**Description of the task**: Only the number is wanted: count the lines in the data with "Meadowbrook" in them.

**Records**:
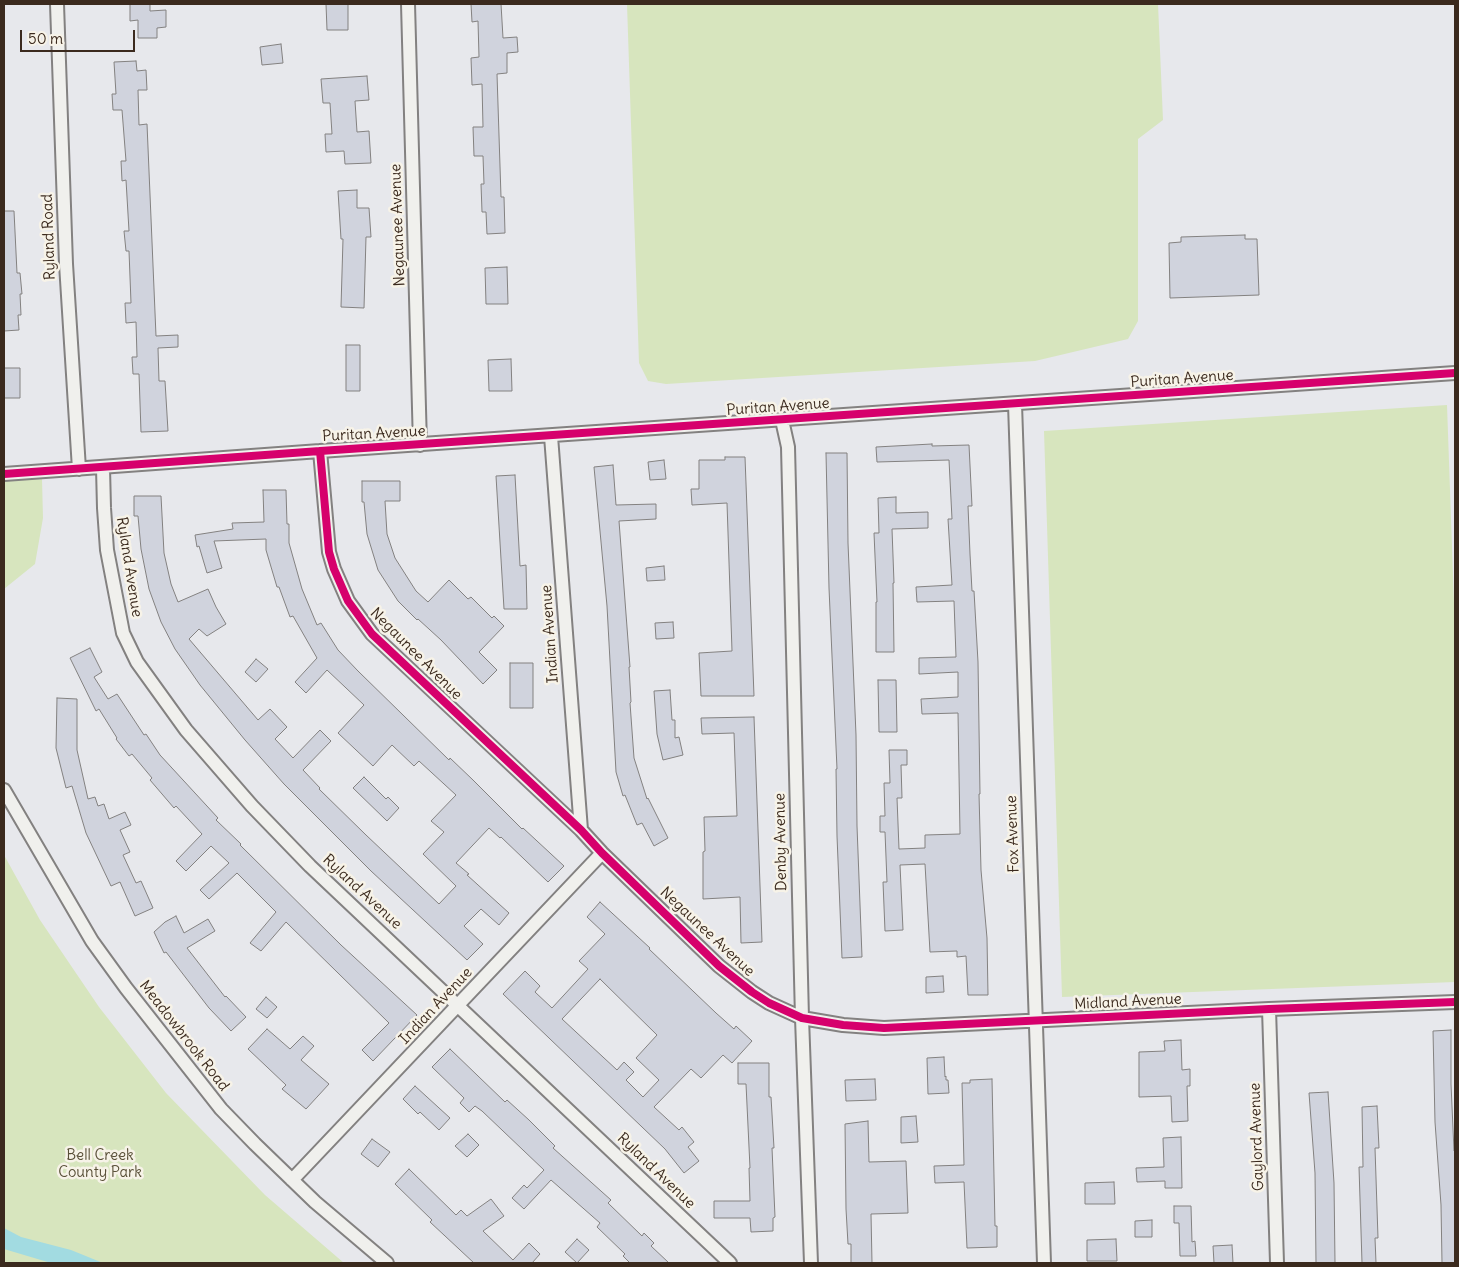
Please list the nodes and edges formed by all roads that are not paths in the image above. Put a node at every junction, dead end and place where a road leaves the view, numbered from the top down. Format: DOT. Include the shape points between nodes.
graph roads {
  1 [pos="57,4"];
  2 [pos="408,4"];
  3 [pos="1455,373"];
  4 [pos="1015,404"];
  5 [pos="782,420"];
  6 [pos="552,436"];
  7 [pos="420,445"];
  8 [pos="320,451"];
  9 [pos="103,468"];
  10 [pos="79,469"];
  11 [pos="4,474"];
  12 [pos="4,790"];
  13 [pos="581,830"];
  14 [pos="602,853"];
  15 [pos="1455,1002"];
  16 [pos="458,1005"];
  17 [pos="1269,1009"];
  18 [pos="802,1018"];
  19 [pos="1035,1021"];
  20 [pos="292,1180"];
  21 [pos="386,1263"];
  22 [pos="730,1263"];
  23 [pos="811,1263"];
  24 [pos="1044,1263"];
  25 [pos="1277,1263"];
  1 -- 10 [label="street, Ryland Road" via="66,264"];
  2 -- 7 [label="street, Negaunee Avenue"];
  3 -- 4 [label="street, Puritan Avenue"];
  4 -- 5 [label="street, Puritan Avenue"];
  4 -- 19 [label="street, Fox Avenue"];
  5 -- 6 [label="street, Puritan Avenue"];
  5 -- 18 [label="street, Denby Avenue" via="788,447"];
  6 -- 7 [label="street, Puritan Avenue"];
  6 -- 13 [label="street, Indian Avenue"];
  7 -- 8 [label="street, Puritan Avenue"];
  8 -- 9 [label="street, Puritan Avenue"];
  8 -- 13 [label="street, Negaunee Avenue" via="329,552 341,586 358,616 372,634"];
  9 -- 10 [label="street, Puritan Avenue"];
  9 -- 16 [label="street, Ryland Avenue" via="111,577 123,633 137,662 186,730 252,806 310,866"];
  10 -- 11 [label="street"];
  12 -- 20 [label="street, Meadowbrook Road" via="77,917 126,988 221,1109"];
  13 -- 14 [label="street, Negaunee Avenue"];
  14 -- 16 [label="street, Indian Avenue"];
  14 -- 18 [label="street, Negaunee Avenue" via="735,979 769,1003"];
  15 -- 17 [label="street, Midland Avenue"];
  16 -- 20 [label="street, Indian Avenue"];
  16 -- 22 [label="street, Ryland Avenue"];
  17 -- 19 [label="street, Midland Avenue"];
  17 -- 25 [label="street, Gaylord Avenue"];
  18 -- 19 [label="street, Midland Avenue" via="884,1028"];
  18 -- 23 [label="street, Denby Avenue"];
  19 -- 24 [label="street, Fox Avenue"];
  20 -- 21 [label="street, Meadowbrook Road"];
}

---

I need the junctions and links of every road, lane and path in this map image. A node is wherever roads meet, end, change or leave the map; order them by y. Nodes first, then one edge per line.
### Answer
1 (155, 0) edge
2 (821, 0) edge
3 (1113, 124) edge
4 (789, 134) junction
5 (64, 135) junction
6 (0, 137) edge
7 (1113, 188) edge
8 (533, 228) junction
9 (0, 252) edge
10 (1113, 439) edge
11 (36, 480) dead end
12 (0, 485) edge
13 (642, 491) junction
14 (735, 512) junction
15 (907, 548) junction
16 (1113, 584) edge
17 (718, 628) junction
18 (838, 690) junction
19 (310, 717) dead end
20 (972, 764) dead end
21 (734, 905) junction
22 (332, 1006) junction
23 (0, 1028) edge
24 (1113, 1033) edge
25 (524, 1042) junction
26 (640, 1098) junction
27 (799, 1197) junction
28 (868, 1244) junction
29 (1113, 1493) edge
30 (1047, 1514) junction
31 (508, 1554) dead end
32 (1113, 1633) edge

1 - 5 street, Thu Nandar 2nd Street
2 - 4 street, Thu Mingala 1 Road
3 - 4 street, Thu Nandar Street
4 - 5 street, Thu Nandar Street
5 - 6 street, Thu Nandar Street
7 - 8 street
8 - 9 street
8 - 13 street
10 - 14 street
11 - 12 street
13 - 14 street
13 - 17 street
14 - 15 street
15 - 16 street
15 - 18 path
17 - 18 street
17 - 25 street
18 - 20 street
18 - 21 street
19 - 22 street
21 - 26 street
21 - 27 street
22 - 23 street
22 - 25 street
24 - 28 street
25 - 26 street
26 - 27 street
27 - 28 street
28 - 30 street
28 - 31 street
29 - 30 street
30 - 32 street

**Output**: 2